> _Work request_
Copy out each line below containing "проспект".

> _Record set_
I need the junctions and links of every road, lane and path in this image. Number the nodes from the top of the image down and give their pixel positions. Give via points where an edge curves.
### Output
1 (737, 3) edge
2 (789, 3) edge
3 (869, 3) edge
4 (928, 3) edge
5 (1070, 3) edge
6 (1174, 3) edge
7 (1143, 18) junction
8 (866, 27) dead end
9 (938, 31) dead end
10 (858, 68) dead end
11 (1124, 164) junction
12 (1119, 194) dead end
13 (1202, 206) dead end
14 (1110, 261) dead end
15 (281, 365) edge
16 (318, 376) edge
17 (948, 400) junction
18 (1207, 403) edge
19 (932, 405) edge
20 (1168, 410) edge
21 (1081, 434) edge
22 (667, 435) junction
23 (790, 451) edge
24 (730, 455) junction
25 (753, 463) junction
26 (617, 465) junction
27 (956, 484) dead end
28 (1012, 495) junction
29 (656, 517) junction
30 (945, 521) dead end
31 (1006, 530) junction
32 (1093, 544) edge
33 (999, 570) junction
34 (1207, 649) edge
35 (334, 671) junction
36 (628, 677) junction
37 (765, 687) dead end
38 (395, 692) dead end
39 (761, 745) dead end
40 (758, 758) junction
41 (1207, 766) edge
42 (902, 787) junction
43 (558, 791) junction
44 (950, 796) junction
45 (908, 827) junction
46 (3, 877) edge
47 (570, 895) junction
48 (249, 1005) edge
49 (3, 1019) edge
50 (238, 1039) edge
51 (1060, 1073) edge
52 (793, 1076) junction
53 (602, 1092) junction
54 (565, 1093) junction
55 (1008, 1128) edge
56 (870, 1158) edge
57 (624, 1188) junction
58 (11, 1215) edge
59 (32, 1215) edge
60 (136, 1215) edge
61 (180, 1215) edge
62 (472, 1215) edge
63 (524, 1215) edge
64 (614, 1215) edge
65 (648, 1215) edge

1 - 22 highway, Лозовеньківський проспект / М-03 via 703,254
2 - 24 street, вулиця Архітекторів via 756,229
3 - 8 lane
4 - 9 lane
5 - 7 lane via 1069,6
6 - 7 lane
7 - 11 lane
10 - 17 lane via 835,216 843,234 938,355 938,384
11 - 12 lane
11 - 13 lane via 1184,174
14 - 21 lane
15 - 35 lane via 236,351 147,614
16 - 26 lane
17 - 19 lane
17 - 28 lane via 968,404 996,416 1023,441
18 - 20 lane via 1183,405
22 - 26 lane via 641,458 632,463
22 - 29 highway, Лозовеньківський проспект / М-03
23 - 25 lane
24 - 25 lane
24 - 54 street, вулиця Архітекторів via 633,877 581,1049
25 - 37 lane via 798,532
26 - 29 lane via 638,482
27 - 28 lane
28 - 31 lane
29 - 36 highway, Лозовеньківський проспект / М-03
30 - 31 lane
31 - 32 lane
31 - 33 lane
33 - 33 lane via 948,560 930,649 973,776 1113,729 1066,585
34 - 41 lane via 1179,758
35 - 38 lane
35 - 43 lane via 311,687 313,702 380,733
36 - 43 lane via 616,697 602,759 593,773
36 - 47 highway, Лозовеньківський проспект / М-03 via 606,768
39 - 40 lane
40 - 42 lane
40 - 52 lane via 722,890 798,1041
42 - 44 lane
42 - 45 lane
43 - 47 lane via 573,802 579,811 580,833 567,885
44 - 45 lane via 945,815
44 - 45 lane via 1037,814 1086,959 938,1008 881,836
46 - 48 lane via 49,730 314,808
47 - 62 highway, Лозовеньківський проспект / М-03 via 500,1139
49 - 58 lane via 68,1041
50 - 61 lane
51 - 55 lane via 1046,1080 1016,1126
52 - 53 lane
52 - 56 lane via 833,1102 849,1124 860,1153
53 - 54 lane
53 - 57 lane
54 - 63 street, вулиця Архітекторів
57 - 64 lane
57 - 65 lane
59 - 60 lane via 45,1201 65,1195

> _Task response_
1 - 22 highway, Лозовеньківський проспект / М-03 via 703,254
22 - 29 highway, Лозовеньківський проспект / М-03
29 - 36 highway, Лозовеньківський проспект / М-03
36 - 47 highway, Лозовеньківський проспект / М-03 via 606,768
47 - 62 highway, Лозовеньківський проспект / М-03 via 500,1139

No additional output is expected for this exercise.